Karl V trat die Herrschaft der österreichischen Erblanden seinem Bruder Ferdinand I (1) ab, womit gleichzeitig eine Distanzierung des Türkenkonflikt seitens Karl V zu beobachten ist. Wegen der vernichtenden Niederlage des ungarisch böhmischen Königs Ludwigs II bei Mohács, wurde Johann Zápolya zum neuen ungarischen König gewählt. Der König der österreichischen Erblanden Ferdinand I akzeptierte diesen jedoch nicht und ließ sich von einer Minderheit des ungarischen Adels zum König wählen. Somit war ein Dreikampf um das Königreich Ungarn entbrannt, der schließlich auch in einer Dreiteilung endete. Der durch die Habsburger besetzte westliche Teil Ungarns konnte nicht einmal durch ein Bündnis zwischen Süleyman und Zápolya dem röm. deutschen Kaiser entrissen werden. Somit bestand das Land aus einem königlichen Ungarn, dem osmanischen Ungarn und dem Fürstentum Siebenbürgern, das weitgehende Selbstständigkeit genoss, obwohl es der Pforte unterstand (2). Selbst der Tod Zápolyas 1540 änderte nichts an der Situation des Landes, da die habsburgerischen und osmanischen Grenzen zu festgefahren waren um eine Machtverschiebung herbeizuführen.

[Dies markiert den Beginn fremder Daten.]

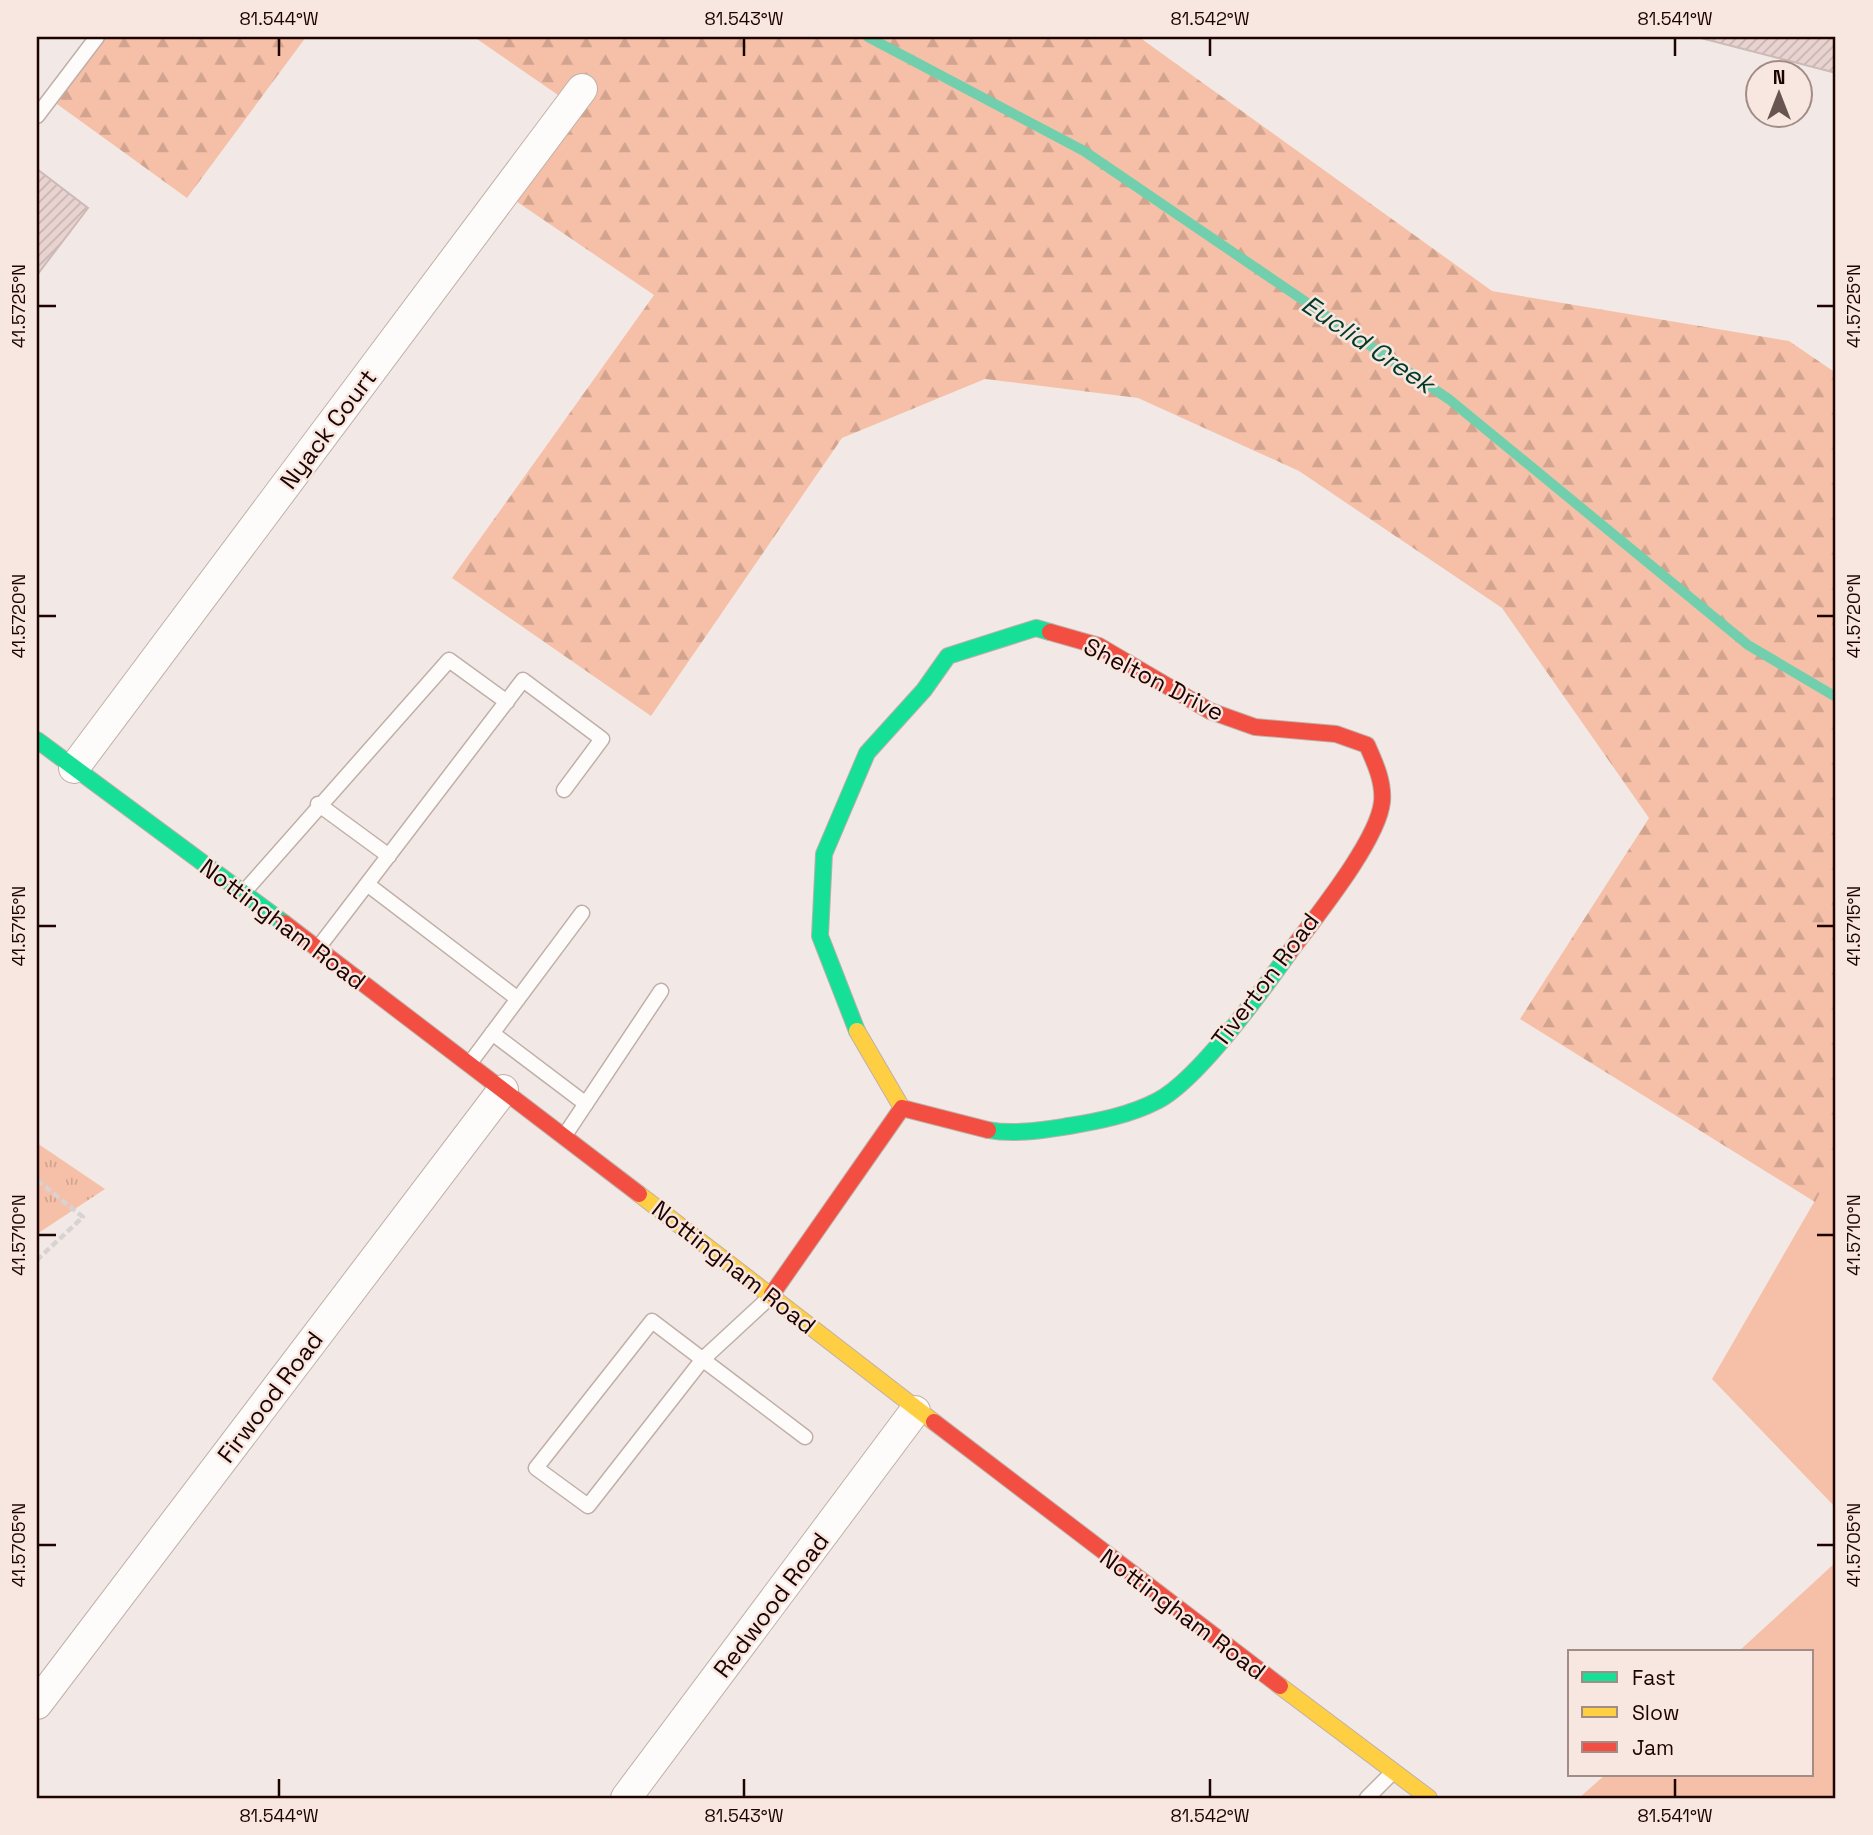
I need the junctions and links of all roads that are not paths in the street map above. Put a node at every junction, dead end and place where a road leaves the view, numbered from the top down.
1 (97, 37) edge
2 (582, 89) dead end
3 (37, 116) edge
4 (507, 702) junction
5 (37, 740) edge
6 (1367, 745) joint
7 (75, 768) junction
8 (564, 790) dead end
9 (318, 804) junction
10 (388, 856) junction
11 (367, 884) junction
12 (243, 894) junction
13 (582, 913) dead end
14 (316, 949) junction
15 (661, 991) dead end
16 (518, 999) junction
17 (492, 1033) junction
18 (469, 1065) junction
19 (503, 1090) junction
20 (586, 1104) junction
21 (902, 1108) junction
22 (564, 1136) junction
23 (772, 1294) junction
24 (703, 1359) junction
25 (915, 1411) junction
26 (805, 1437) dead end
27 (37, 1704) edge
28 (1393, 1772) junction
29 (626, 1798) edge
30 (1367, 1798) edge
31 (1429, 1798) edge

1 - 3 lane
2 - 7 street, Nyack Court
4 - 8 lane
4 - 9 lane
4 - 10 lane
5 - 7 street, Nottingham Road
6 - 21 street, Tiverton Road
6 - 21 street, Shelton Drive
7 - 12 street, Nottingham Road
9 - 10 lane
9 - 12 lane
10 - 11 lane
11 - 14 lane
11 - 16 lane
12 - 14 street, Nottingham Road
13 - 16 lane
14 - 18 street, Nottingham Road
15 - 20 lane
16 - 17 lane
17 - 18 lane
17 - 20 lane
18 - 19 street, Nottingham Road
19 - 22 street, Nottingham Road
19 - 27 street, Firwood Road
20 - 22 lane
21 - 23 street
22 - 23 street, Nottingham Road
23 - 24 lane
23 - 25 street, Nottingham Road
24 - 24 lane
24 - 26 lane
25 - 28 street, Nottingham Road
25 - 29 street, Redwood Road
28 - 30 lane
28 - 31 street, Nottingham Road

Die Situation in Ungarn beeinflusste auch noch andere europäische Mächte. Ferdinand I war bei jedem Zug gegen die Türken auf die Hilfe des hl. Röm. Reichs deutscher Nation angewiesen. Kaiser Karl V ließ Ferdinand in der Türkenfrage freie Hand, da er mit Konflikten am Mittelmeer sowie späteren religiösen Konflikten im Inneren des Reiches beschäftigt war. Im hl. Röm. Reich deutscher Nation vertreten die Reichsstände eine eigene Machtposition, auf die Ferdinand angewiesen war. Er benötigte militärische und finanzielle Hilfe um gegen die Türken bestehen zu können. Diese Mittel wurden mit religiösen Zugeständnissen den Protestanten gegenüber ermöglicht, was eine Schwächung des Reiches im Sinne Karls V bedeutete, der sich eine einheitliche katholische Kirche wünschte. Somit wurde am Reichstag zu Augsburg die „eilende Türkenhilfe“ vereinbart, die eine Stärke von 40.000 Fußknechten und 8000 Reisige umfasste. Nach der gescheiterten Wiener Türkenbelagerung 1529 zog Sultan Süleyman I 1532 erneut aus Konstantinopel Richtung Wien. Im Gegenzug zum „Nürnberger Aufstand“ gewährten die Reichsstände eine Soforthilfe von 30.000 Fußknechten und 6000 Reitern, die somit größte eilende Türkenhilfe aller Zeiten. Hinzu kam noch Unterstützung seitens der böhmischen Stände, den österreichischen Erblanden und dem Papst Clemens VII. Insgesamt umfasste dieses Heer gegen die Osmanen 120.000 Krieger. Da die Türken jedoch nicht bis nach Wien verrückten kam es zu keinem direkten Zusammenstoß, sondern nur zu kleineren Randschlachten von Splittergruppen. Die Türken zogen ab und Ferdinand konnte das Reichsheer nicht für eine Eroberung Ungarns verwenden, da das Königreich Ungarn kein Bestandteil des Reiches war und somit das Ziel nur habsburgerischen Expansionspläne unterstützt hätte. Dies zeigt den Unterschied zwischen der ständischen Realität und der habsburgerischen Universalidee(3). Frankreich beteiligte sich nicht direkt am ungarischen Konflikt, jedoch vertraten sie fortwährend eine antihabsburgerische Politik, die mit dem Bündnis zwischen Frankreich und dem osmanischen Reich 1536 einen ihrer Höhepunkte fand. Frankreich wirkte somit direkt gegen einen europäisch christlichen Einheitsgedanken, da er durch das Bündnis mit dem Osmanischen Reich gegen die Habsburger machtpolitische Einflüsse in ihrer Wichtigkeit über die der christlichen Solidarität stellte.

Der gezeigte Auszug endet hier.